La minigonna è diventata un mito, ma è stata, in primis, lo strumento per veicolare e diffondere a macchia d’olio il desiderio di emancipazione delle donne di tutto il mondo.
E lo è ancora oggi: io sono mia, sembrano gridare quelle gambe in libertà che spuntano sotto i pochi centimetri di stoffa.
Storia vecchia fa buon brodo, ma non è un caso che l’accorciamento dei vestiti – orli e maniche – sia da sempre stato direttamente proporzionale al desiderio di autodeterminazione del genere femminile.

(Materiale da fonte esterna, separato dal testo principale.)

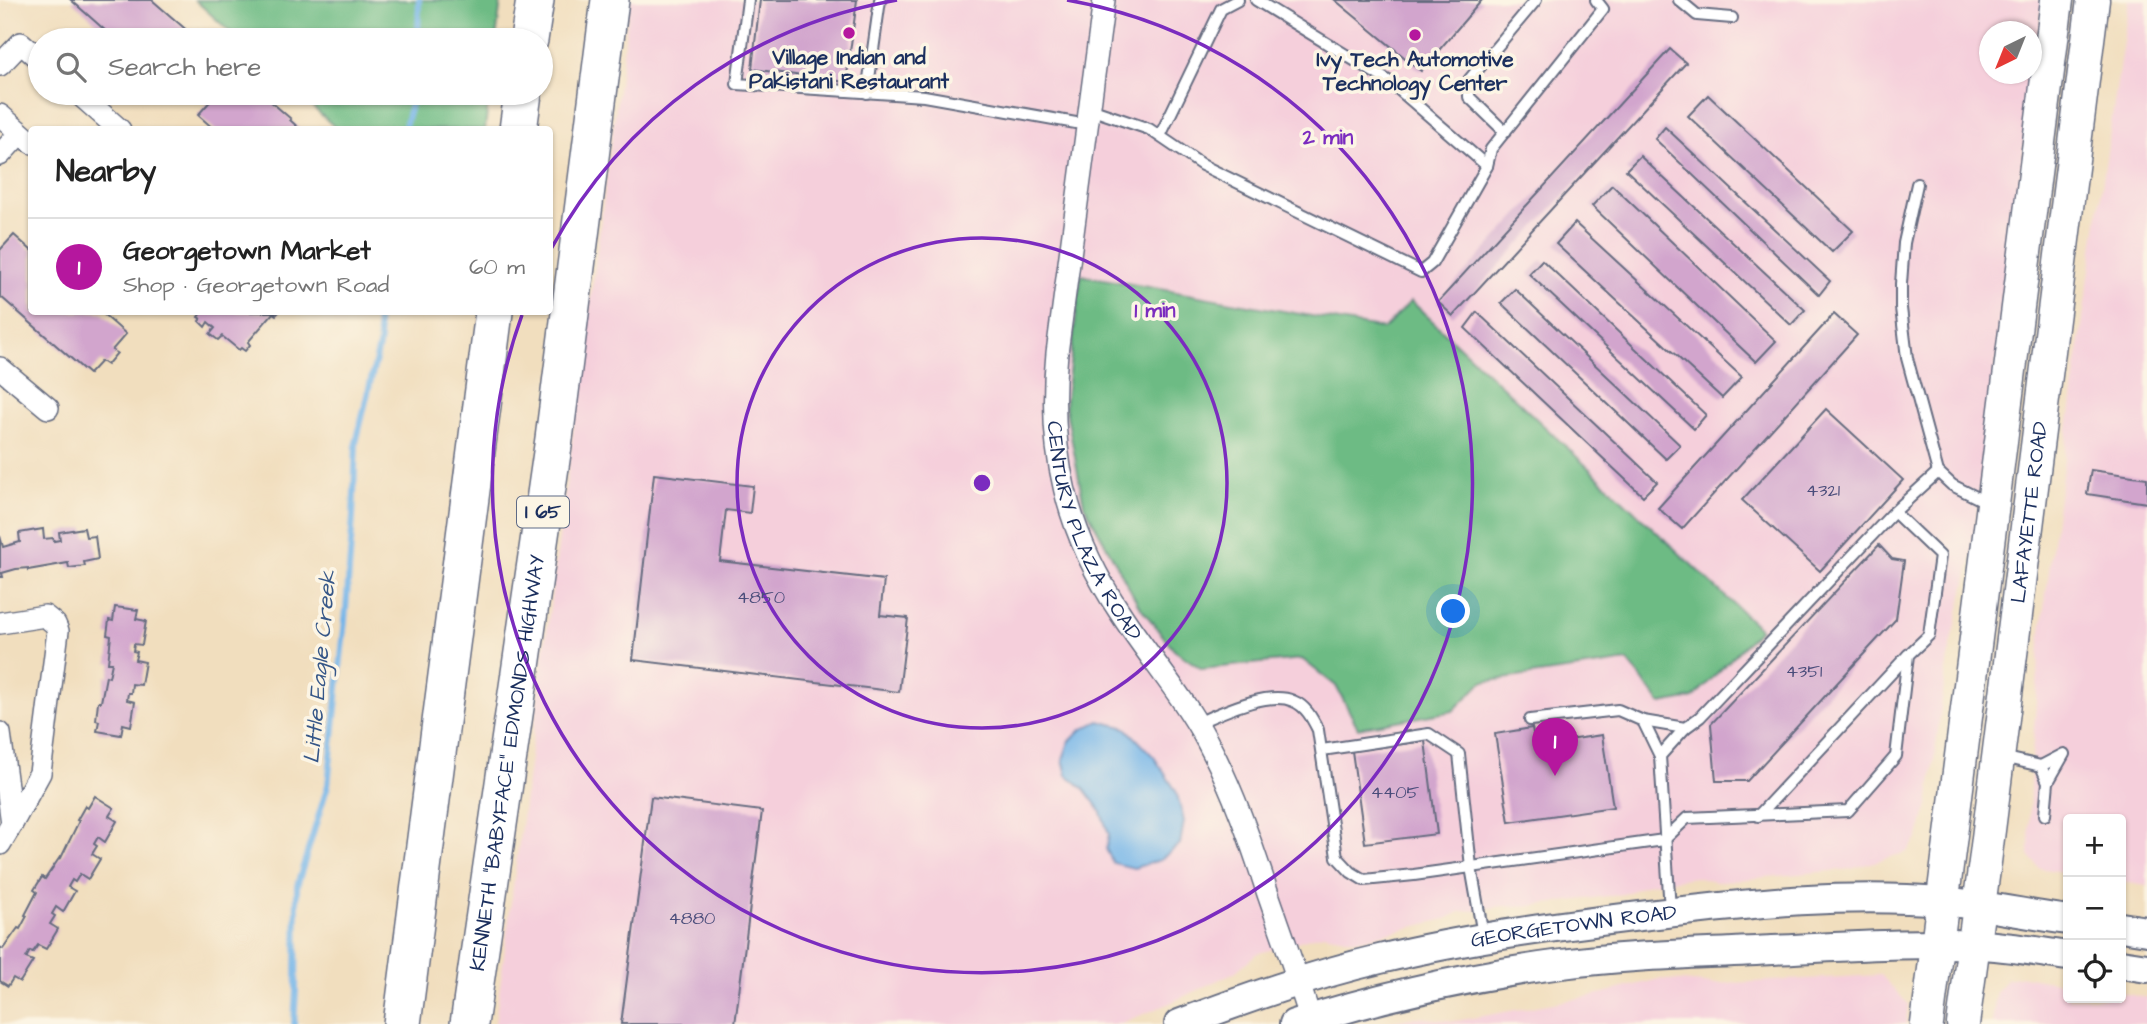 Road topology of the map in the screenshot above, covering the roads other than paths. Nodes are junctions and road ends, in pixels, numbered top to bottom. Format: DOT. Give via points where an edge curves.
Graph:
graph roads {
  1 [pos="535,0"];
  2 [pos="610,0"];
  3 [pos="748,0"];
  4 [pos="880,0"];
  5 [pos="1104,0"];
  6 [pos="1238,0"];
  7 [pos="1256,0"];
  8 [pos="1536,0"];
  9 [pos="1596,0"];
  10 [pos="1679,0"];
  11 [pos="2057,0"];
  12 [pos="2093,0"];
  13 [pos="1732,18"];
  14 [pos="531,28"];
  15 [pos="28,49"];
  16 [pos="0,65"];
  17 [pos="867,93"];
  18 [pos="92,105"];
  19 [pos="521,105"];
  20 [pos="0,115"];
  21 [pos="1088,117"];
  22 [pos="115,126"];
  23 [pos="519,126"];
  24 [pos="1505,132"];
  25 [pos="1160,136"];
  26 [pos="26,138"];
  27 [pos="0,155"];
  28 [pos="1487,166"];
  29 [pos="1917,184"];
  30 [pos="494,315"];
  31 [pos="0,368"];
  32 [pos="48,408"];
  33 [pos="1938,472"];
  34 [pos="1994,506"];
  35 [pos="1894,512"];
  36 [pos="0,623"];
  37 [pos="1908,655"];
  38 [pos="1530,720"];
  39 [pos="1643,721"];
  40 [pos="1197,723"];
  41 [pos="1685,728"];
  42 [pos="0,733"];
  43 [pos="1322,750"];
  44 [pos="1660,756"];
  45 [pos="1998,756"];
  46 [pos="2041,766"];
  47 [pos="2048,782"];
  48 [pos="2045,815"];
  49 [pos="1758,816"];
  50 [pos="12,824"];
  51 [pos="1664,840"];
  52 [pos="0,844"];
  53 [pos="1471,867"];
  54 [pos="1943,901"];
  55 [pos="1979,906"];
  56 [pos="1671,912"];
  57 [pos="2063,919"];
  58 [pos="2126,928"];
  59 [pos="2147,931"];
  60 [pos="1484,938"];
  61 [pos="1937,945"];
  62 [pos="1974,945"];
  63 [pos="2063,955"];
  64 [pos="2126,965"];
  65 [pos="2147,968"];
  66 [pos="1299,982"];
  67 [pos="1306,1022"];
  68 [pos="402,1024"];
  69 [pos="469,1024"];
  70 [pos="1179,1024"];
  71 [pos="1927,1024"];
  72 [pos="1963,1024"];
  1 -- 14 [label="highway"];
  2 -- 69 [label="highway, KENNETH \"BABYFACE\" EDMONDS HIGHWAY / I 65" via="554,439"];
  3 -- 17 [label="lane" via="737,84"];
  4 -- 17 [label="lane"];
  5 -- 21 [label="street, CENTURY PLAZA ROAD"];
  6 -- 25 [label="lane" via="1221,9"];
  7 -- 28 [label="lane" via="1390,82"];
  8 -- 24 [label="lane" via="1469,80 1469,97"];
  9 -- 24 [label="lane" via="1603,9"];
  10 -- 13 [label="lane" via="1697,15"];
  11 -- 34 [label="main road, LAFAYETTE ROAD"];
  12 -- 45 [label="main road, LAFAYETTE ROAD"];
  15 -- 16 [label="street" via="21,43"];
  17 -- 21 [label="lane"];
  18 -- 22 [label="street"];
  19 -- 23 [label="highway"];
  20 -- 26 [label="street"];
  21 -- 25 [label="lane" via="1149,129"];
  21 -- 40 [label="street, CENTURY PLAZA ROAD" via="1054,382 1057,460 1074,524 1101,581"];
  24 -- 28 [label="lane" via="1491,149"];
  25 -- 28 [label="lane" via="1202,165 1421,272 1432,263"];
  26 -- 27 [label="street"];
  29 -- 33 [label="lane" via="1904,243 1901,308 1907,358"];
  30 -- 68 [label="highway"];
  31 -- 32 [label="street"];
  33 -- 34 [label="lane" via="1959,489"];
  33 -- 35 [label="lane"];
  34 -- 54 [label="main road, LAFAYETTE ROAD"];
  35 -- 37 [label="lane" via="1940,556 1929,635"];
  35 -- 41 [label="lane"];
  36 -- 50 [label="street" via="45,616 58,631 40,772"];
  37 -- 49 [label="lane"];
  37 -- 49 [label="lane" via="1896,756 1848,811"];
  38 -- 39 [label="lane" via="1618,710"];
  39 -- 41 [label="lane"];
  39 -- 44 [label="lane"];
  40 -- 43 [label="lane" via="1268,699 1293,700 1310,713"];
  40 -- 66 [label="street, CENTURY PLAZA ROAD" via="1218,761"];
  41 -- 44 [label="lane"];
  42 -- 50 [label="street"];
  43 -- 53 [label="lane" via="1337,857 1351,872 1364,880"];
  43 -- 53 [label="lane" via="1429,734 1459,754"];
  44 -- 51 [label="lane"];
  45 -- 46 [label="lane"];
  45 -- 55 [label="main road, LAFAYETTE ROAD"];
  46 -- 47 [label="lane"];
  46 -- 47 [label="lane" via="2064,754"];
  47 -- 48 [label="lane"];
  49 -- 51 [label="lane" via="1687,818"];
  50 -- 52 [label="street"];
  51 -- 53 [label="lane"];
  51 -- 56 [label="lane"];
  53 -- 60 [label="lane"];
  54 -- 55 [label="main road, GEORGETOWN ROAD"];
  54 -- 56 [label="main road, GEORGETOWN ROAD" via="1865,898"];
  54 -- 61 [label="main road, LAFAYETTE ROAD"];
  55 -- 57 [label="main road, GEORGETOWN ROAD"];
  55 -- 62 [label="main road, LAFAYETTE ROAD"];
  56 -- 60 [label="main road, GEORGETOWN ROAD"];
  58 -- 59 [label="main road"];
  60 -- 66 [label="main road, GEORGETOWN ROAD"];
  61 -- 62 [label="main road, GEORGETOWN ROAD"];
  61 -- 67 [label="main road, GEORGETOWN ROAD" via="1869,944 1563,964 1409,992"];
  61 -- 71 [label="main road, LAFAYETTE ROAD"];
  62 -- 63 [label="main road, GEORGETOWN ROAD"];
  62 -- 72 [label="main road, LAFAYETTE ROAD"];
  64 -- 65 [label="main road"];
  66 -- 67 [label="street, CENTURY PLAZA ROAD"];
  66 -- 70 [label="main road, GEORGETOWN ROAD"];
}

Era già accaduto negli anni Venti quando le svolazzanti gonnelline charleston salirono ben al di sopra del ginocchio, mandando in soffita longuettes, crinoline, e gonnelloni (e a quel paese bacchettoni e moralisti).
UN PO’ DI STORIA
È curioso notare come la minigonna non sia il frutto delle rivoluzioni e dei cortei sessantottini, ma li anticipi di ben 5 anni.

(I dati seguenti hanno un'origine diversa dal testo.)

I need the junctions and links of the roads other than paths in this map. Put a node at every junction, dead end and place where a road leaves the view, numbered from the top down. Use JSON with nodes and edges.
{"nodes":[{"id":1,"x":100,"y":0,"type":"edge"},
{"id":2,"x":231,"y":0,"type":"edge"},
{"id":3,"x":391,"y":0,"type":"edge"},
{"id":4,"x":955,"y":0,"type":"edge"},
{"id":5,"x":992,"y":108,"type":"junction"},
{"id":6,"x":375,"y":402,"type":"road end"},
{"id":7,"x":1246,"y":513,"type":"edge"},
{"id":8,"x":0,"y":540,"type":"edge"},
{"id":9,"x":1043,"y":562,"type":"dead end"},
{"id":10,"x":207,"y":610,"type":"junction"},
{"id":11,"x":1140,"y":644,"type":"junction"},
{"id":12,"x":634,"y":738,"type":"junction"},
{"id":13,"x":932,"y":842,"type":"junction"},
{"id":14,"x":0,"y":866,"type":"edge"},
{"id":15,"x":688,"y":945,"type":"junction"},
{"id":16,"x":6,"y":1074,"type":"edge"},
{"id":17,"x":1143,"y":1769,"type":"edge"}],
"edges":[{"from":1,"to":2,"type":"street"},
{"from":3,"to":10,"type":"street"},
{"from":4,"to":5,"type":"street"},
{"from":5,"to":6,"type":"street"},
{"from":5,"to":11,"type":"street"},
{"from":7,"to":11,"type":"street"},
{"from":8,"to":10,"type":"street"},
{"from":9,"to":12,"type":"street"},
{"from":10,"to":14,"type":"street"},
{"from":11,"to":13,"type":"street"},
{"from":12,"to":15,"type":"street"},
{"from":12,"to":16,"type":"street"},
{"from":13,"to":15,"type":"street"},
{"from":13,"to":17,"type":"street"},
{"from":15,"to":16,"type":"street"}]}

Era infatti il 1963 quando Mary Quant, nel pieno del clima effervescente della Swinging London di quel decennio, liberò le gambe delle sue clienti.
La mini skirt svecchiava l’abbigliamento delle giovani londinesi così come l’iconica Mini Minor svecchiava le quattroruote, entrambe strizzavano l’occhiolino ad un modo di vivere giovane, scapigliato e disinibito.

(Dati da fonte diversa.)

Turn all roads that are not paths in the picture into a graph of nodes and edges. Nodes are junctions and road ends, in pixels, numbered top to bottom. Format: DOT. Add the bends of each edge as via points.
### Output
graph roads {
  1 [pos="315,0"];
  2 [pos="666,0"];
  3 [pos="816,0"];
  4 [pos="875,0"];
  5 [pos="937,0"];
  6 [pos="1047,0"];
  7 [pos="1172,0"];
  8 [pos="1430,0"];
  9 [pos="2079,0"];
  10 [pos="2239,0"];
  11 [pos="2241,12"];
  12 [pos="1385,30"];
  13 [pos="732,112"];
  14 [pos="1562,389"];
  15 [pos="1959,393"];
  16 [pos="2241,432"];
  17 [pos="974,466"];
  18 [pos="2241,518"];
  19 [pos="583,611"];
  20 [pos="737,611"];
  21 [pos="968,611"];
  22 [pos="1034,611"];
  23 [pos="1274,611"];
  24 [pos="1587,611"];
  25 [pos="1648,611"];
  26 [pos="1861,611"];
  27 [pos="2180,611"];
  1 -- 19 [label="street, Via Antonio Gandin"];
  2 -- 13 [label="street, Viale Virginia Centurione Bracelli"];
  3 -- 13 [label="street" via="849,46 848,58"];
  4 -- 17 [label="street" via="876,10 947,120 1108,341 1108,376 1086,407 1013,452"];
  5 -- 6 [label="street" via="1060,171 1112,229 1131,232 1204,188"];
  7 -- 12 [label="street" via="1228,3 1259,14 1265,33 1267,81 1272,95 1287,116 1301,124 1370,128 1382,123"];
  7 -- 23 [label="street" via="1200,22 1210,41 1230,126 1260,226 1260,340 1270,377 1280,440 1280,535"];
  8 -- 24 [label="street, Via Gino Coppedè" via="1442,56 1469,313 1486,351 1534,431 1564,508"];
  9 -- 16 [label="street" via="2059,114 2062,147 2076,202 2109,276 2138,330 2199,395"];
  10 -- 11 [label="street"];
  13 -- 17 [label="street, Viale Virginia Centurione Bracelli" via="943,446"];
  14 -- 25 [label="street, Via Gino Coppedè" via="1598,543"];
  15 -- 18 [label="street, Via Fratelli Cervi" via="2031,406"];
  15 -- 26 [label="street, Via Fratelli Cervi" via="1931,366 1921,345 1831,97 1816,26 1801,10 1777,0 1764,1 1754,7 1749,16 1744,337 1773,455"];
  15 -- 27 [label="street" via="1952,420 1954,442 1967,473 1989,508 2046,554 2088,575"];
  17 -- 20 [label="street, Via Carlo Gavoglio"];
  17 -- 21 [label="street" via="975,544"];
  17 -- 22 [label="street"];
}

Il momento in cui la minigonna fece la sua apparizione nelle vetrine di Bazaar, la boutique che la Quant aveva aperto al primo piano della sua casa in King’s Road, fu il momento del definitivo strappo con il passato.
Bazaar e la stessa King’s Road diventarono così l’epicentro creativo di Londra, la città dei Beatles e dei Rolling Stones, degli Who e di Marianne Faithfull.
La città dove Richard Avedon e Helmut Newton riscrissero i canoni della bellezza femminile, fotografando le gambe scoperte di Twiggy e di Jean Shrimpton, gambe lunghe e affusolate che erano vere e proprie armi, ancora più letali delle molotov e persino degli zoccoli di legno delle femministe.
Le donne, fino ad allora logorate dal conservatorismo opprimente del patriarcato, si aggrapparono con tutte le loro forze a quei pochi centimetri di stoffa e li usarono per emanciparsi e riscattare sia la propria femminilità, sia quella di qualsiasi altra donna che, fino ad allora, si sentiva inadatta, sbagliata e inadeguata.
La minigonna era diventata fondamentale per il riscatto femminile contro il maschilismo imperante.
Infatti, ogni centimetro in meno di stoffa era percepito come un colpo ulteriore al maschilismo e al sistema patriarcale.
Un fendente che mandava in frantumi l’immagine stereotipata e indelebilmente impressa nell’immaginario maschile della donna sottomessa e confinata ai fornelli. Un’immagine che ormai strideva con l’aria frizzante del momento.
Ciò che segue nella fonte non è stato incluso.